** Opening Input data block **
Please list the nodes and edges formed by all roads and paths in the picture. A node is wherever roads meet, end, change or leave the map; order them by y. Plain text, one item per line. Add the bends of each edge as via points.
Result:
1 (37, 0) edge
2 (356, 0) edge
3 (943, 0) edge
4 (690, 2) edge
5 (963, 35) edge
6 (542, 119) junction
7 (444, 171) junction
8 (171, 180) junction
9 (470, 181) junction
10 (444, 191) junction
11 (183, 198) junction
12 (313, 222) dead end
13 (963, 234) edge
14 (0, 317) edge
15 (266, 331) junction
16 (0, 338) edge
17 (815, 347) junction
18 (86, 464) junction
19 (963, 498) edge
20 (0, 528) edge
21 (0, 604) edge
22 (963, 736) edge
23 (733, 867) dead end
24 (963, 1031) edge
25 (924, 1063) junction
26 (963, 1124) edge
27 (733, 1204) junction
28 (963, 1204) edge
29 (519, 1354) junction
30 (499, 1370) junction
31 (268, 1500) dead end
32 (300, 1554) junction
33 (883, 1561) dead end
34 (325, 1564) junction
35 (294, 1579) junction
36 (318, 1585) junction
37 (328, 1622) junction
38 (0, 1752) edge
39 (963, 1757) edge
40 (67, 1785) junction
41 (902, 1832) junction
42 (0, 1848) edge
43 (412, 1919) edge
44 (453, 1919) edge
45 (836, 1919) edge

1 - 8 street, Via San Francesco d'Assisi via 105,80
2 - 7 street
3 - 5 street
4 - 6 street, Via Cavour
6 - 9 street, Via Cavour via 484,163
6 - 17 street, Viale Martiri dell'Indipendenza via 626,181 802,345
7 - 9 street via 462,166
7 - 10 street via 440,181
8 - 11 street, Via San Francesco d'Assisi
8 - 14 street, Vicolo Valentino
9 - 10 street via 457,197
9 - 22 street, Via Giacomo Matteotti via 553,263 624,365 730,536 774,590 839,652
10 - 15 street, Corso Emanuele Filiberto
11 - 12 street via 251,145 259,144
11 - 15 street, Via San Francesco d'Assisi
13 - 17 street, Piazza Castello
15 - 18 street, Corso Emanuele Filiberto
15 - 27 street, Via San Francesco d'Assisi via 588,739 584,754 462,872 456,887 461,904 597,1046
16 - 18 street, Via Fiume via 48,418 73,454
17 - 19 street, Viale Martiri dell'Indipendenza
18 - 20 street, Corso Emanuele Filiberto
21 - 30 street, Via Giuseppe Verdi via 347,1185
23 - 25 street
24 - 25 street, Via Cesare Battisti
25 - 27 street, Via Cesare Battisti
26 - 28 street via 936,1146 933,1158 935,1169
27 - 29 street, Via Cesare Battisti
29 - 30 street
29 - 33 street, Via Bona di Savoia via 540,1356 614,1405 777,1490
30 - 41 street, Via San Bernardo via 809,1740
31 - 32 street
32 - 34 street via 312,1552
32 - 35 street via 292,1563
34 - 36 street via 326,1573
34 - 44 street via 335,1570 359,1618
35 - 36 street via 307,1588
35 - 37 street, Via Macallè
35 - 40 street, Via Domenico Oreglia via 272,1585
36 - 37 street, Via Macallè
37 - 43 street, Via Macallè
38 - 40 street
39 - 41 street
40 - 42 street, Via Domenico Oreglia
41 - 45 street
** Closing Input data block **
Your assignment -
Write out all of the records word for word.

Worked solution -
Please list the nodes and edges formed by all roads and paths in the picture. A node is wherever roads meet, end, change or leave the map; order them by y. Plain text, one item per line. Add the bends of each edge as via points.
Result:
1 (37, 0) edge
2 (356, 0) edge
3 (943, 0) edge
4 (690, 2) edge
5 (963, 35) edge
6 (542, 119) junction
7 (444, 171) junction
8 (171, 180) junction
9 (470, 181) junction
10 (444, 191) junction
11 (183, 198) junction
12 (313, 222) dead end
13 (963, 234) edge
14 (0, 317) edge
15 (266, 331) junction
16 (0, 338) edge
17 (815, 347) junction
18 (86, 464) junction
19 (963, 498) edge
20 (0, 528) edge
21 (0, 604) edge
22 (963, 736) edge
23 (733, 867) dead end
24 (963, 1031) edge
25 (924, 1063) junction
26 (963, 1124) edge
27 (733, 1204) junction
28 (963, 1204) edge
29 (519, 1354) junction
30 (499, 1370) junction
31 (268, 1500) dead end
32 (300, 1554) junction
33 (883, 1561) dead end
34 (325, 1564) junction
35 (294, 1579) junction
36 (318, 1585) junction
37 (328, 1622) junction
38 (0, 1752) edge
39 (963, 1757) edge
40 (67, 1785) junction
41 (902, 1832) junction
42 (0, 1848) edge
43 (412, 1919) edge
44 (453, 1919) edge
45 (836, 1919) edge

1 - 8 street, Via San Francesco d'Assisi via 105,80
2 - 7 street
3 - 5 street
4 - 6 street, Via Cavour
6 - 9 street, Via Cavour via 484,163
6 - 17 street, Viale Martiri dell'Indipendenza via 626,181 802,345
7 - 9 street via 462,166
7 - 10 street via 440,181
8 - 11 street, Via San Francesco d'Assisi
8 - 14 street, Vicolo Valentino
9 - 10 street via 457,197
9 - 22 street, Via Giacomo Matteotti via 553,263 624,365 730,536 774,590 839,652
10 - 15 street, Corso Emanuele Filiberto
11 - 12 street via 251,145 259,144
11 - 15 street, Via San Francesco d'Assisi
13 - 17 street, Piazza Castello
15 - 18 street, Corso Emanuele Filiberto
15 - 27 street, Via San Francesco d'Assisi via 588,739 584,754 462,872 456,887 461,904 597,1046
16 - 18 street, Via Fiume via 48,418 73,454
17 - 19 street, Viale Martiri dell'Indipendenza
18 - 20 street, Corso Emanuele Filiberto
21 - 30 street, Via Giuseppe Verdi via 347,1185
23 - 25 street
24 - 25 street, Via Cesare Battisti
25 - 27 street, Via Cesare Battisti
26 - 28 street via 936,1146 933,1158 935,1169
27 - 29 street, Via Cesare Battisti
29 - 30 street
29 - 33 street, Via Bona di Savoia via 540,1356 614,1405 777,1490
30 - 41 street, Via San Bernardo via 809,1740
31 - 32 street
32 - 34 street via 312,1552
32 - 35 street via 292,1563
34 - 36 street via 326,1573
34 - 44 street via 335,1570 359,1618
35 - 36 street via 307,1588
35 - 37 street, Via Macallè
35 - 40 street, Via Domenico Oreglia via 272,1585
36 - 37 street, Via Macallè
37 - 43 street, Via Macallè
38 - 40 street
39 - 41 street
40 - 42 street, Via Domenico Oreglia
41 - 45 street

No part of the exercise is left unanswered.